> **Problem details**:
Copy the data precisely, keeping every character.

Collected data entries

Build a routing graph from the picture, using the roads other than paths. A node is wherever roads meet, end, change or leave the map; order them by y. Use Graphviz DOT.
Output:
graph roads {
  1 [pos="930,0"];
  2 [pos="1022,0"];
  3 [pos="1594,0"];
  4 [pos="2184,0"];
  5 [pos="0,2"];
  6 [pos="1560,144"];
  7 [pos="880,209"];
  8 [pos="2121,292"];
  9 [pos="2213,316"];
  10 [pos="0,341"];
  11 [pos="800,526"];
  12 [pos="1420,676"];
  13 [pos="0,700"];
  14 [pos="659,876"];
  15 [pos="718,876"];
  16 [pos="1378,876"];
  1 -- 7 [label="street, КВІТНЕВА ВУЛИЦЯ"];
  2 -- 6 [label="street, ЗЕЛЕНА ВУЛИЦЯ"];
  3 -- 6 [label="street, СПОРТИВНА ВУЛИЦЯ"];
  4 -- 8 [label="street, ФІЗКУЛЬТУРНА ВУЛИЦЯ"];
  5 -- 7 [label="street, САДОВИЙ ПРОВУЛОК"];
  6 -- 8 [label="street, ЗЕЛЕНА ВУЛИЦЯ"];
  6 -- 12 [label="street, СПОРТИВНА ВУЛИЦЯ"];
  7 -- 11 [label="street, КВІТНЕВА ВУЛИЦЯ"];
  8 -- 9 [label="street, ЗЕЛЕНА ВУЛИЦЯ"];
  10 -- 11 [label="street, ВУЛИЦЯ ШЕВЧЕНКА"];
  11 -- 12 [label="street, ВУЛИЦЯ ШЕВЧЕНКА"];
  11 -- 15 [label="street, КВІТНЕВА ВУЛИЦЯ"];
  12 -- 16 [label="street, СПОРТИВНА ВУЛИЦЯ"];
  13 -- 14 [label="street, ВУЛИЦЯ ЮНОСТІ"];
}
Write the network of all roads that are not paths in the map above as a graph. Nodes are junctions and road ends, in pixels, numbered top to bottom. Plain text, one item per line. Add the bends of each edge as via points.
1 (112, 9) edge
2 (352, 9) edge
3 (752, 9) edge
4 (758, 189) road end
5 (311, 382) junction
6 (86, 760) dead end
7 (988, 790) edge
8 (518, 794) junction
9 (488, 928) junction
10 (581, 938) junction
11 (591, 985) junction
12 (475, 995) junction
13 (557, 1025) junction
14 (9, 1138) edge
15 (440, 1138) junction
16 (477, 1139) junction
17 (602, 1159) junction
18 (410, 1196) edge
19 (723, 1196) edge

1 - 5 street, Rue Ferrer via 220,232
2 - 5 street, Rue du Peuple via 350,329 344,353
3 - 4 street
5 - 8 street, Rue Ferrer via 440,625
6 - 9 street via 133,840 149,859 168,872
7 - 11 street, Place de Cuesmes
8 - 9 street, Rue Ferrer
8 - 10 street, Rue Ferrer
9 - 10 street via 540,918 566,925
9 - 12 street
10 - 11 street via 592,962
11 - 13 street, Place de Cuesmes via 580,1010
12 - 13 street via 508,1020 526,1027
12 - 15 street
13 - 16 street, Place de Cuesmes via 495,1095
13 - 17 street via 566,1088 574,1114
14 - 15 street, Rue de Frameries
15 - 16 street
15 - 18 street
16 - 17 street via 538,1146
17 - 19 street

> **Reply to the task**:
Build a routing graph from the picture, using the roads other than paths. A node is wherever roads meet, end, change or leave the map; order them by y. Use Graphviz DOT.
Output:
graph roads {
  1 [pos="930,0"];
  2 [pos="1022,0"];
  3 [pos="1594,0"];
  4 [pos="2184,0"];
  5 [pos="0,2"];
  6 [pos="1560,144"];
  7 [pos="880,209"];
  8 [pos="2121,292"];
  9 [pos="2213,316"];
  10 [pos="0,341"];
  11 [pos="800,526"];
  12 [pos="1420,676"];
  13 [pos="0,700"];
  14 [pos="659,876"];
  15 [pos="718,876"];
  16 [pos="1378,876"];
  1 -- 7 [label="street, КВІТНЕВА ВУЛИЦЯ"];
  2 -- 6 [label="street, ЗЕЛЕНА ВУЛИЦЯ"];
  3 -- 6 [label="street, СПОРТИВНА ВУЛИЦЯ"];
  4 -- 8 [label="street, ФІЗКУЛЬТУРНА ВУЛИЦЯ"];
  5 -- 7 [label="street, САДОВИЙ ПРОВУЛОК"];
  6 -- 8 [label="street, ЗЕЛЕНА ВУЛИЦЯ"];
  6 -- 12 [label="street, СПОРТИВНА ВУЛИЦЯ"];
  7 -- 11 [label="street, КВІТНЕВА ВУЛИЦЯ"];
  8 -- 9 [label="street, ЗЕЛЕНА ВУЛИЦЯ"];
  10 -- 11 [label="street, ВУЛИЦЯ ШЕВЧЕНКА"];
  11 -- 12 [label="street, ВУЛИЦЯ ШЕВЧЕНКА"];
  11 -- 15 [label="street, КВІТНЕВА ВУЛИЦЯ"];
  12 -- 16 [label="street, СПОРТИВНА ВУЛИЦЯ"];
  13 -- 14 [label="street, ВУЛИЦЯ ЮНОСТІ"];
}
Write the network of all roads that are not paths in the map above as a graph. Nodes are junctions and road ends, in pixels, numbered top to bottom. Plain text, one item per line. Add the bends of each edge as via points.
1 (112, 9) edge
2 (352, 9) edge
3 (752, 9) edge
4 (758, 189) road end
5 (311, 382) junction
6 (86, 760) dead end
7 (988, 790) edge
8 (518, 794) junction
9 (488, 928) junction
10 (581, 938) junction
11 (591, 985) junction
12 (475, 995) junction
13 (557, 1025) junction
14 (9, 1138) edge
15 (440, 1138) junction
16 (477, 1139) junction
17 (602, 1159) junction
18 (410, 1196) edge
19 (723, 1196) edge

1 - 5 street, Rue Ferrer via 220,232
2 - 5 street, Rue du Peuple via 350,329 344,353
3 - 4 street
5 - 8 street, Rue Ferrer via 440,625
6 - 9 street via 133,840 149,859 168,872
7 - 11 street, Place de Cuesmes
8 - 9 street, Rue Ferrer
8 - 10 street, Rue Ferrer
9 - 10 street via 540,918 566,925
9 - 12 street
10 - 11 street via 592,962
11 - 13 street, Place de Cuesmes via 580,1010
12 - 13 street via 508,1020 526,1027
12 - 15 street
13 - 16 street, Place de Cuesmes via 495,1095
13 - 17 street via 566,1088 574,1114
14 - 15 street, Rue de Frameries
15 - 16 street
15 - 18 street
16 - 17 street via 538,1146
17 - 19 street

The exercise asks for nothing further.